Tryptase: A Warning Sign of Inflammation
While the debate continues over the relevance of opioid-induced hyperalgesia for SCD patients presenting with chronic pain, recent research is showing clear evidence that comorbid chronic inflammation could be a likely factor in why some SCD patients suffer more pain than others. Mast cell activation factors into sickle pathobiology and pain by promoting neurogenic inflammation and nociceptor activation through the release of substance P, a neuropeptide.3
Interestingly Ms.
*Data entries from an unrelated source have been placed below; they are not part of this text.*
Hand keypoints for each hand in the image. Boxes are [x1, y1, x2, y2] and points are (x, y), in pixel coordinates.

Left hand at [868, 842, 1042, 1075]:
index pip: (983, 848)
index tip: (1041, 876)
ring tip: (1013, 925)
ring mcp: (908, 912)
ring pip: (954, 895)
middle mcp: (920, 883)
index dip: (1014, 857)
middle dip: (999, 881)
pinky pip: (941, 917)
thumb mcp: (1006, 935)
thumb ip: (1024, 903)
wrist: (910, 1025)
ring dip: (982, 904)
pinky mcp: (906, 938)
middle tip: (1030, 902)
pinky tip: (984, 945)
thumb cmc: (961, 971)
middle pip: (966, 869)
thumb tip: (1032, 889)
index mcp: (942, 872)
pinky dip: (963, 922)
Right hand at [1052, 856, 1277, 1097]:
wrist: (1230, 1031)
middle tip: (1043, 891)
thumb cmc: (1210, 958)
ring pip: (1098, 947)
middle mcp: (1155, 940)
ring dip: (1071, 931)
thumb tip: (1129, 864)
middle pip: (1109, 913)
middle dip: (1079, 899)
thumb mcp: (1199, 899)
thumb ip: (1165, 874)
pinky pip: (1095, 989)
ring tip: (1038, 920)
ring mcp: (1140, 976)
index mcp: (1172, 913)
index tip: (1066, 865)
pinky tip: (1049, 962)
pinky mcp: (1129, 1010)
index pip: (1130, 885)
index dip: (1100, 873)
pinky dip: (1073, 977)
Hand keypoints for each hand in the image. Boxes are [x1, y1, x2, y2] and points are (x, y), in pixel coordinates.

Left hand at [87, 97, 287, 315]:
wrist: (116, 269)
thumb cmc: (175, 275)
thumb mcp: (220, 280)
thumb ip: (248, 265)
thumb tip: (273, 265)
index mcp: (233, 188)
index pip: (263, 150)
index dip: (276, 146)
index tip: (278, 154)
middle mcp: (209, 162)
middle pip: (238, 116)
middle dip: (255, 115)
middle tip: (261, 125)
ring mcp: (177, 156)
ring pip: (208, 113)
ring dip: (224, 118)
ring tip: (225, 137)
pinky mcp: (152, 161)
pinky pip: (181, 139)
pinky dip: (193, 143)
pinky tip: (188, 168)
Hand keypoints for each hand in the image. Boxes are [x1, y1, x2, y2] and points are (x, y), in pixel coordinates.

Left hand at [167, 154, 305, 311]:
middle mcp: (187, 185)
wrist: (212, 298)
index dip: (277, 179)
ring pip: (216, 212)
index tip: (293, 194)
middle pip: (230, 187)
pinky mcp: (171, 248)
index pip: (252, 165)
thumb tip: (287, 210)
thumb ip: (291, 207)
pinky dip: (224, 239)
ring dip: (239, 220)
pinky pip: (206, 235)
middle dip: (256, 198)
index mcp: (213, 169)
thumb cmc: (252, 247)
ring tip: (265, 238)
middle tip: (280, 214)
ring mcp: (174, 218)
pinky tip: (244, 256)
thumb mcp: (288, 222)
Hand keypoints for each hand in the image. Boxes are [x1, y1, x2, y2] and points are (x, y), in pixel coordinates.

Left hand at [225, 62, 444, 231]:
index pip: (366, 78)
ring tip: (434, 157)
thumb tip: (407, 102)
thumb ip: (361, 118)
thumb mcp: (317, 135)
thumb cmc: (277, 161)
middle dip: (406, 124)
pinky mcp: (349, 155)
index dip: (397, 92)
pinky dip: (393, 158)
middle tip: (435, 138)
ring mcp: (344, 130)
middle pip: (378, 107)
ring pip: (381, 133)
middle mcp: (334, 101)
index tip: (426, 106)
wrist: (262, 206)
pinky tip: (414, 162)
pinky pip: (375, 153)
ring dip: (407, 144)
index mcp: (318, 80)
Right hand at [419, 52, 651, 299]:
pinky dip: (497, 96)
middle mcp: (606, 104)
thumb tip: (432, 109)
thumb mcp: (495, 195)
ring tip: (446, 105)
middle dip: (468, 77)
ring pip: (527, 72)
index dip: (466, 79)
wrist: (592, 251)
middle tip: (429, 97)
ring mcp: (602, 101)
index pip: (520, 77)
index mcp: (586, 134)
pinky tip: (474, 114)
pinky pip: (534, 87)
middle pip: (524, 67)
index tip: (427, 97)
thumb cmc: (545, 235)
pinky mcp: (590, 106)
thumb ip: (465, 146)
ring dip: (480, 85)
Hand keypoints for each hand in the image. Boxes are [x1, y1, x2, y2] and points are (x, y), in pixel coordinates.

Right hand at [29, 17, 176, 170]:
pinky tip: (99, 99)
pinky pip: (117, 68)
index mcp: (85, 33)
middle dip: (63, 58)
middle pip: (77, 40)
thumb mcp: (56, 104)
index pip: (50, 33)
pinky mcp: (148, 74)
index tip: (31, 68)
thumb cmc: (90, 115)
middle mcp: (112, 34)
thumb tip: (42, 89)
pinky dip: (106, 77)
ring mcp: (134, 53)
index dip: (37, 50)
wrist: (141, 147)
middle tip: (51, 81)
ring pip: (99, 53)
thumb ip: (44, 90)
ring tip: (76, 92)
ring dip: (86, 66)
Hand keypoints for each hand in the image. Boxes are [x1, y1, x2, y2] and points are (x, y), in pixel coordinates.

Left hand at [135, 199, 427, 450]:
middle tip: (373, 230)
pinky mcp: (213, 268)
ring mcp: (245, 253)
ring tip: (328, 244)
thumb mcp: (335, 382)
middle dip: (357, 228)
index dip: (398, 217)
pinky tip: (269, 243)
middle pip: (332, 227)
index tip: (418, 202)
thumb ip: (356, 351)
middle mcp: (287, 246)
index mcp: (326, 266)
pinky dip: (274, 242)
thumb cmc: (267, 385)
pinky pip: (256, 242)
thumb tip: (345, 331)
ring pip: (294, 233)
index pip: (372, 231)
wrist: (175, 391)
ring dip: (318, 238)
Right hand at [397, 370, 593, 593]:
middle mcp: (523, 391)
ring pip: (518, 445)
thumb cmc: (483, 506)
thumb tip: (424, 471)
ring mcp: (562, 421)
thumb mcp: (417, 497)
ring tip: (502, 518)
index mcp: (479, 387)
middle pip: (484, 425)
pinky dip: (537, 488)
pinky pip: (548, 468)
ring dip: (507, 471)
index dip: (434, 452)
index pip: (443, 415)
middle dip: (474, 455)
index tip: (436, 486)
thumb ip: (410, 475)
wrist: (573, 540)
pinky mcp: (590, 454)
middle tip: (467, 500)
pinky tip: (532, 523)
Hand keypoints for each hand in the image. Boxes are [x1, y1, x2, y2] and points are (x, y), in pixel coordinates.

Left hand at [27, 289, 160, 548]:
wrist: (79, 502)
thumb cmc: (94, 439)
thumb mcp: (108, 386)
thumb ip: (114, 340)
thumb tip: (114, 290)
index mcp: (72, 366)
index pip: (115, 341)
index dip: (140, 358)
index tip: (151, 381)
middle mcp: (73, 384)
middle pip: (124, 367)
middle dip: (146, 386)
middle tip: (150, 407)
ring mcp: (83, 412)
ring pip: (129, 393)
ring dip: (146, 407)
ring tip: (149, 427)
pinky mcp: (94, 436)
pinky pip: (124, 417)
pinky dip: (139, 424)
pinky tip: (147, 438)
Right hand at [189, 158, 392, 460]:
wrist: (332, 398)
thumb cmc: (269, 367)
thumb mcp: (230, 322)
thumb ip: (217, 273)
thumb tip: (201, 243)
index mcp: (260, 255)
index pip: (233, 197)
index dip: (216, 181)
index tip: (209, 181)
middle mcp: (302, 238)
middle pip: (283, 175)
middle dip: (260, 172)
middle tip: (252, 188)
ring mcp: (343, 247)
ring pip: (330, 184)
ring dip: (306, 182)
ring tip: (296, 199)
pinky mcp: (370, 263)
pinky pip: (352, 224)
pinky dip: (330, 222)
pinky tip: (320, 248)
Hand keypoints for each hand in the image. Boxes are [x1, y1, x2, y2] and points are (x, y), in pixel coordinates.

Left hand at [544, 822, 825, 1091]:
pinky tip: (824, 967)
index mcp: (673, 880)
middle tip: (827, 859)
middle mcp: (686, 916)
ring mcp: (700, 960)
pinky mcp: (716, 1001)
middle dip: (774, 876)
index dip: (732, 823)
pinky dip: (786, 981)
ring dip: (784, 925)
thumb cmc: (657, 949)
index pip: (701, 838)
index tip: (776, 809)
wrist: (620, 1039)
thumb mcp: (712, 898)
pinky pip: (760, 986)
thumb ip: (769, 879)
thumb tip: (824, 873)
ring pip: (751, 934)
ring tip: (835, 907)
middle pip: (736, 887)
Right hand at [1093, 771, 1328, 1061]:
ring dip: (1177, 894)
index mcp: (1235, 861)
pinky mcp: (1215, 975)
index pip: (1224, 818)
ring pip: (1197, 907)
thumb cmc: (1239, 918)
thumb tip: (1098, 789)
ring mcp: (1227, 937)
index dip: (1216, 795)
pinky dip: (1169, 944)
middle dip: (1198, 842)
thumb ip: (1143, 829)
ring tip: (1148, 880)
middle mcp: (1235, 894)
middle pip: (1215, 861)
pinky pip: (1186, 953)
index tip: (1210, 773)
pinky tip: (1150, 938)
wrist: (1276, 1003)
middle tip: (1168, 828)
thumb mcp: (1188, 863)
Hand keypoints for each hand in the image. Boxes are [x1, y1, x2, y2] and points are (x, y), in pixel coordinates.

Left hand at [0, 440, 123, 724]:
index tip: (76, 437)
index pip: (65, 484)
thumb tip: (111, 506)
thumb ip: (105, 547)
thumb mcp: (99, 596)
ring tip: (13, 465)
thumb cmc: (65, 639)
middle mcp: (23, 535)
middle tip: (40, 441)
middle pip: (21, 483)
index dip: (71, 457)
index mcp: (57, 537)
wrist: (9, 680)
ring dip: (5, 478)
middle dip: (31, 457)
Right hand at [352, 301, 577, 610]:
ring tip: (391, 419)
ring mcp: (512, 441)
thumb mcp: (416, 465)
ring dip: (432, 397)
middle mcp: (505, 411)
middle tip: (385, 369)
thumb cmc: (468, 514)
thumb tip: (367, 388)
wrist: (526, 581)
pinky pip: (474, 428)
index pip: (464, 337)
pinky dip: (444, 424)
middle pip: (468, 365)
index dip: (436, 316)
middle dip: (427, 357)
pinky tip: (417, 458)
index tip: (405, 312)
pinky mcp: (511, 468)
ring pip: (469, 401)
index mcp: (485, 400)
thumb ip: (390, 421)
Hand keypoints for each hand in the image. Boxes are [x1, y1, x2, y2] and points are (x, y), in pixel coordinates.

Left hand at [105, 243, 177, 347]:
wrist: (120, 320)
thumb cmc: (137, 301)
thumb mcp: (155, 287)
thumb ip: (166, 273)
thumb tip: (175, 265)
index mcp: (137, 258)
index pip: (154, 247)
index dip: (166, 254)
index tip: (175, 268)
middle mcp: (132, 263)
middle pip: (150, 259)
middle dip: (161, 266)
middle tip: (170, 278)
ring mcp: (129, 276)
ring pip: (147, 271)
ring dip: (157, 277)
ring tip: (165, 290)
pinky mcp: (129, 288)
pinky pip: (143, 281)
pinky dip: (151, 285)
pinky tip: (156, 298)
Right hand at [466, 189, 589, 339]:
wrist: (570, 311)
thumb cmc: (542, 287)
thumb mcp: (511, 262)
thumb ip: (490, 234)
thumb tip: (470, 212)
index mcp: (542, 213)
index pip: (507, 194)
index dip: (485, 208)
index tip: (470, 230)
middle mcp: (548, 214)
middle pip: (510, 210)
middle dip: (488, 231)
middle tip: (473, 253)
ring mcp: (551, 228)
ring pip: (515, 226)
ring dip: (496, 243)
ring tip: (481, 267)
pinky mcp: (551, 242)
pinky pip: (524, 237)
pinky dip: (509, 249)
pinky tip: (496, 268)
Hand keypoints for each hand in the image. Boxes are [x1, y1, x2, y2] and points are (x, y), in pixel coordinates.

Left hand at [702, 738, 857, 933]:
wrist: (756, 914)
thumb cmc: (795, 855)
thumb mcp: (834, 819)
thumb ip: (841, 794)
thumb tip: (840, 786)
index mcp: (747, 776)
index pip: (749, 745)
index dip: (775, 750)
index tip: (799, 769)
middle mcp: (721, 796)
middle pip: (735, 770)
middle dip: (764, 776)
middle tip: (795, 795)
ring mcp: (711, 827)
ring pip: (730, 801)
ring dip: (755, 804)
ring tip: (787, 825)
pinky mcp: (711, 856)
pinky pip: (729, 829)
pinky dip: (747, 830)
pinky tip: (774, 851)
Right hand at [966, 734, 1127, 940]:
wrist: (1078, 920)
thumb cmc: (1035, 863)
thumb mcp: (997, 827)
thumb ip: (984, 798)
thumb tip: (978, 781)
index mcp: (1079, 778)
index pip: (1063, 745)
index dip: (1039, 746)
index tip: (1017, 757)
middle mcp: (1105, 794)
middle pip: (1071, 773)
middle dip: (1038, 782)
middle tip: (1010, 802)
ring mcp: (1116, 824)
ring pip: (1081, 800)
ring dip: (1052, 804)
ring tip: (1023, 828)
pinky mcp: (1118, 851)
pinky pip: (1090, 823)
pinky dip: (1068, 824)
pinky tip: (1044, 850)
Kuei found substance P levels did not reach a statistically significant difference between the SCD-CP and SCD-NCP cohorts, (7221.1±7742.7 vs. 5983.1±3473.0 pg/mL, respectively). In the control group, substance P levels were 3939.7±1350.1 pg/mL, revealing an elevation in sickle patients at large.
Tryptase, on the other hand, appeared far more elevated in SCD-CP patients compared with SCD-NCP patients (1388.6 ±519.8 vs. 1023.64±221.04 pg/mL; P=0.00615). This difference appeared even greater compared to healthy controls (768.9±416.16 pg/mL; P=0.0053).
Tryptase, a serine proteinase found in mast cells, typically has been used as a biomarker for mast cell activation, though this is the first research to associate its elevation with chronic pain in SCD patients, according to Ms. Kuei. Mast cell activation syndrome (MCAS) presents a new context for doctors to better understand patients with comorbidities atypical to traditional SCD pathology. It may lead doctors to rethink how they manage symptoms for this patient group, she noted.
“A re-evaluation of SCD, and even chronic pain pathologies in general, is my ultimate hope for my research and other researchers with similar finding,” said Ms. Kuei. Given that studies are finding success with MCAS-targeted therapies to reduce pain, including hydroxyurea and c-kit targeted gene therapy,3,4 novel treatment approaches may not be far off. Alternative uses for imatinib and cromolyn could also be relevant, Ms. Kuei said, given that they are known to inhibit mast cell degranulation and stabilize mast cells, respectively.
“Using tryptase as a biomarker in emergency rooms, where oftentimes SCD patients are mistakenly identified as drug-seeking patients, would allow a more targeted approach to distinguishing a patient in the throes of a vaso-occlusive crisis from a chronic pain patient (this affects how the patient should be treated).”
The Evolving Framework of Pain in SCD
According to Wally R. Smith, MD, a professor of internal medicine at the Virginia Commonwealth University, mast cell activation is typical for sickle patients, although like pain, it does vary in its intensity. “The mast cell activity may not be a useful pain barometer because so many other sub-biologies contribute,” such as hypoxia-reperfusion, platelet activation, and inflammatory cascade involving selectins and inflammatory cytokines, for instance, he told Practical Pain Management.